Come on feel the noise: Electric vehicle maker Fisker added a low hum to its Karma sports coupe to warn pedestrians that it was on the move.

EU says all electric cars must make synthetic low-speed noise from 2019

4 Apr 2014

ELECTRIC sports cars may soon have to roar with the bellow of a Ferrari V12 at low speeds under new legislation gaining approval in Europe.

The European Union has passed laws that will require car-makers to fit new generations of electric vehicles with speakers to mimic the sound of a comparable conventionally engined car.

The union yesterday voted in favour of passing the law designed to protect hearing-impaired pedestrians who may not hear one of the near-silent electric vehicles creeping up behind them.

A previous directive from the EU had called for a voluntary system that relied on car-makers assessing whether the battery or fuel cell-powered vehicle required an artificial noise to make it safe around pedestrians.

However, under the now-compulsory laws the “acoustic vehicle alerting system”, as the unit will be known, will need to be fitted to all electric cars sold in the European Union member states from 2019. The vehicle will need to generate artificial noise at speeds of up to 20km/h.

Ironically, the EU also wants car-makers to reduce engine noise from petrol- and diesel-powered cars by 25 per cent by the same deadline.

According to the EU, the noise electric vehicles will be required to make “should be a continuous sound that provides information to the pedestrians and vulnerable road users of a vehicle in operation.

“The sound should be easily indicative of vehicle behaviour and should sound similar to the sound of a vehicle of the same category equipped with an internal combustion engine,” draft version of the legislation said.

Vehicles such as the Karma, built by the failed US-based EV maker Fisker, did incorporate artificial sounds at low speeds to alert pedestrians.
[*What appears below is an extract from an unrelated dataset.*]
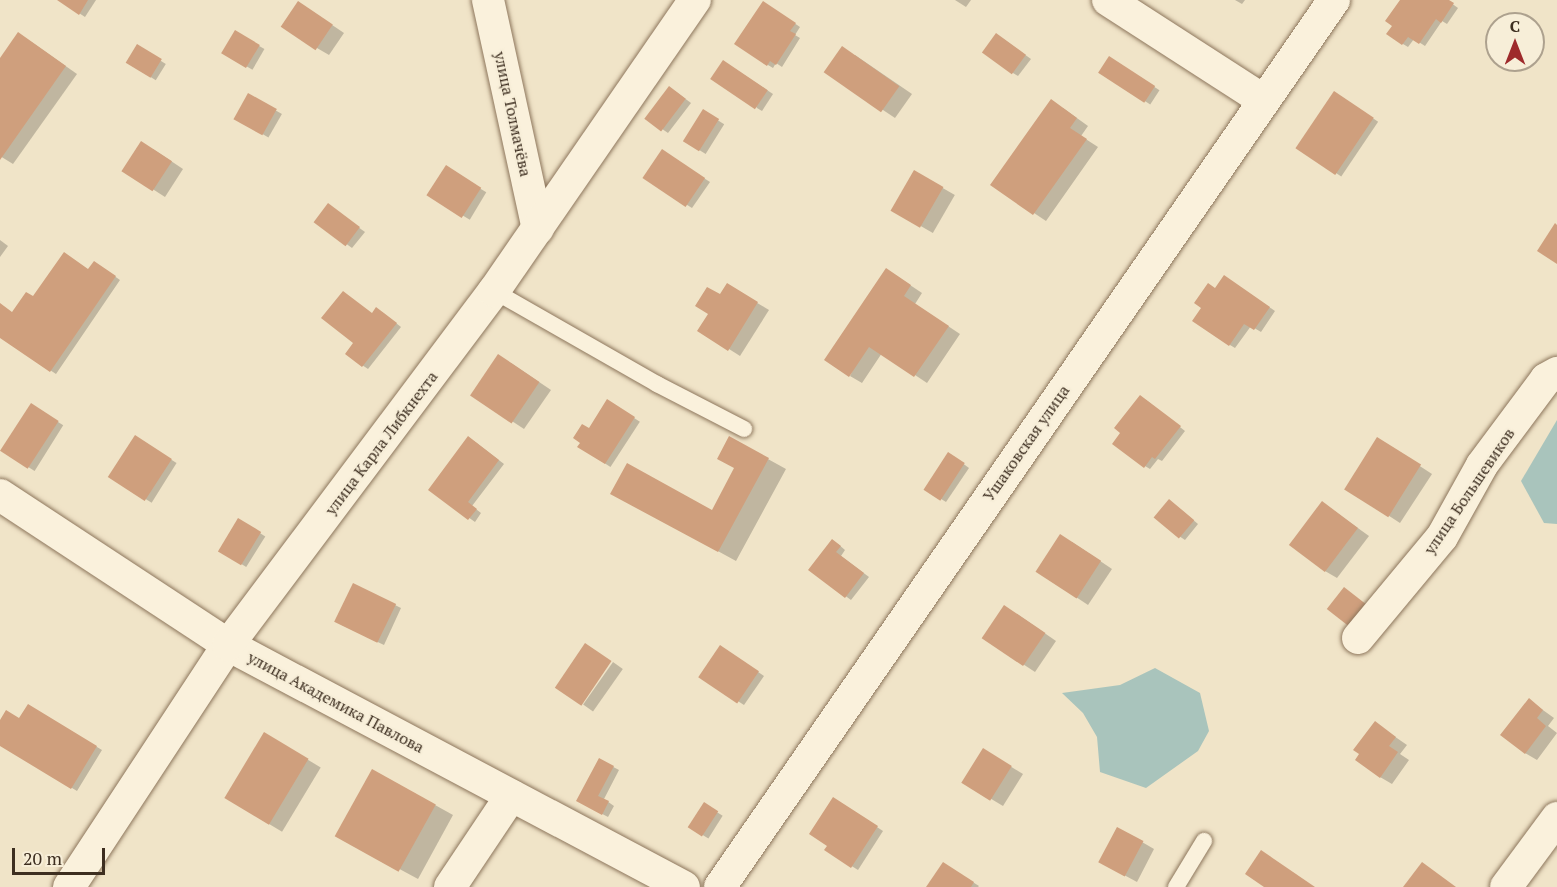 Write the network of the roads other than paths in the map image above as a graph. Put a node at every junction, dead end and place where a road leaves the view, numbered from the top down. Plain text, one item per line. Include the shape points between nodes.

The Fisker sound provided a constant, unwavering electronic hum at speeds below 25km/h.

In Australia, car-makers take different approaches to how they warn pedestrians.

Nissan’s Leaf electric car emits a series of beeps to alert pedestrians of its approach, while the Holden Volt petrol-electric hybrid will make a low noise via the horn when a button is pushed.

Mitsubishi’s recently launched petrol-electric hybrid Mitsubishi Outlander PHEV, meanwhile, makes a low, constant tone at speeds below 35km/h that rises in pitch if the vehicle accelerates under full electric mode.